On Friday, Egyptians held their first significant demonstrations in a month against the country's military rulers, with thousands gathering in Cairo and other cities. Alongside those gatherings, a crowd massed outside the Israeli Embassy's building.

It quickly escalated with crowds pummeling the graffiti-covered security wall with sledgehammers and tearing away large sections of the cement and metal barrier, which was recently put up by Egyptian authorities to better protect the site from protests.

For the second time in less than a month, protesters were able to get to the top of the building and pull down the Israeli flag. They replaced it with the Egyptian flag.

Crowds outside the building photographed documents that drifted to the ground and posted some of them online.

Mustafa Sayid said he was among the group of protesters who broke into the embassy. He showed a reporter cell phone video footage he said he recorded inside of young men ransacking the room.

The group got into the building through a third-floor window and climbed the stairs to the embassy. They worked for hours to break through three doors to enter the embassy, said the 28-year-old man. They encountered three Israelis and beat one of them.

Several Egyptian military policemen appeared and escorted the Israelis to safety but did not attempt to arrest any of the protesters, who then set about dumping files out the windows, he said.

"They have papers on us, they collect information on us, so it's only fair that we share information on them," he said.

It was not until several hours later that Egyptian police and military forces firing tear gas moved in to try to disperse the protesters from around the embassy. By that time, the crowds of youths had swelled to several thousand. Protesters were cleared from inside the building but held their ground outside, lobbing firebombs at the forces and setting fire to several police vehicles.

The military moved about 20 tanks and troop transport trucks into the area. State radio reported that one person died of a heart attack. About 450 people were injured, including 200 who had to be hospitalized, the Health Ministry said.

In Washington, President Barack Obama assured Israeli Prime Minister Benjamin Netanyahu that the U.S. was acting "at all levels" to resolve the situation.

Obama expressed "great concern" about the situation, the White House said.

Senior Israeli officials were holding discussions on the embassy breach. Israeli Defense Minster Ehud Barak said in a statement that he also spoke with his American counterpart, Leon Panetta, and appealed to him to do what he could to protect the embassy.
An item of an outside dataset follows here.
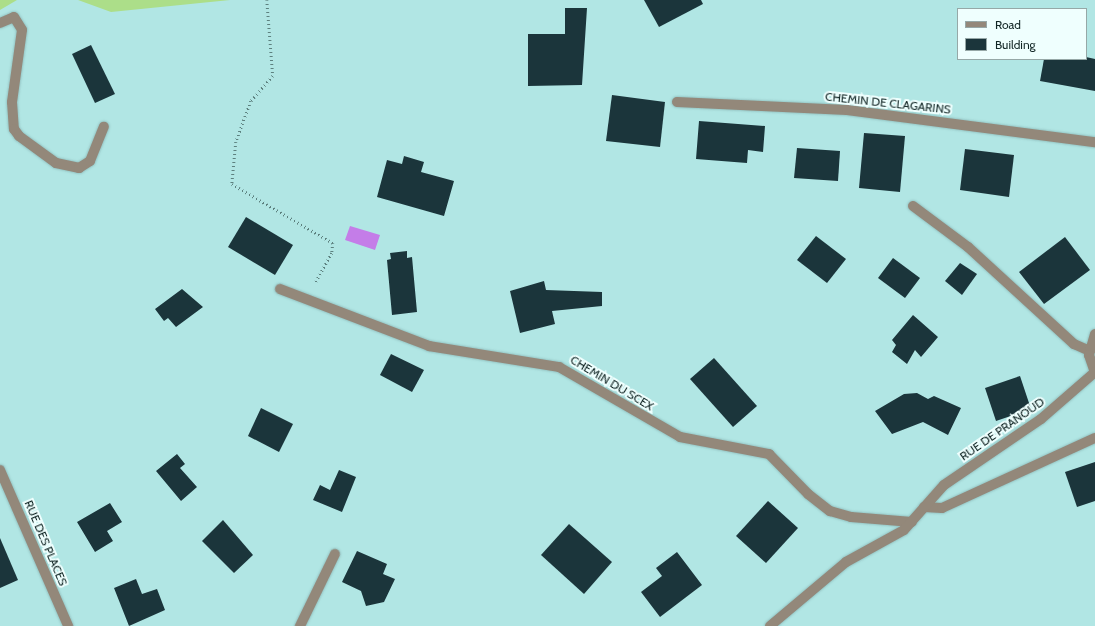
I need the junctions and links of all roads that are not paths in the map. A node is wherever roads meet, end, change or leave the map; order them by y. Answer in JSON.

The demonstrations against Israel coincide with increasing discontent among Egyptians with the Supreme Council of the Armed Forces, which took control of the country when Mubarak was forced out on Feb. 11 after nearly three decades in power.

Several thousand massed Friday in Cairo's Tahrir Square, as well as in the cities of Alexandria, Suez and elsewhere. Demonstrators in Cairo also converged on the state TV building, a central courthouse and the Interior Ministry, a hated symbol of abuses by police and security forces under Mubarak. Protesters covered one of the ministry's gates with graffiti and tore off parts of the large ministry seal.

Seven months after the popular uprising that drove Mubarak from power, Egyptians are still pressing for a list of changes, including more transparent trials of former regime figures accused of corruption and a clear timetable for parliamentary elections.

Activists accuse the council, headed by Mubarak's defense minister, Field Marshall Hussein Tantawi, of remaining too close to Mubarak's regime and practicing similarly repressive policies, including abusing detainees. The trials of thousands of civilians in military courts has also angered activists.

"In the beginning we were with the military because they claimed to be protectors of the revolution, but month after month nothing has changed," said doctor Ghada Nimr, one of those who gathered in Tahrir Square.

One banner in Cairo read, "Egyptians, come out of your homes, Tantawi is Mubarak."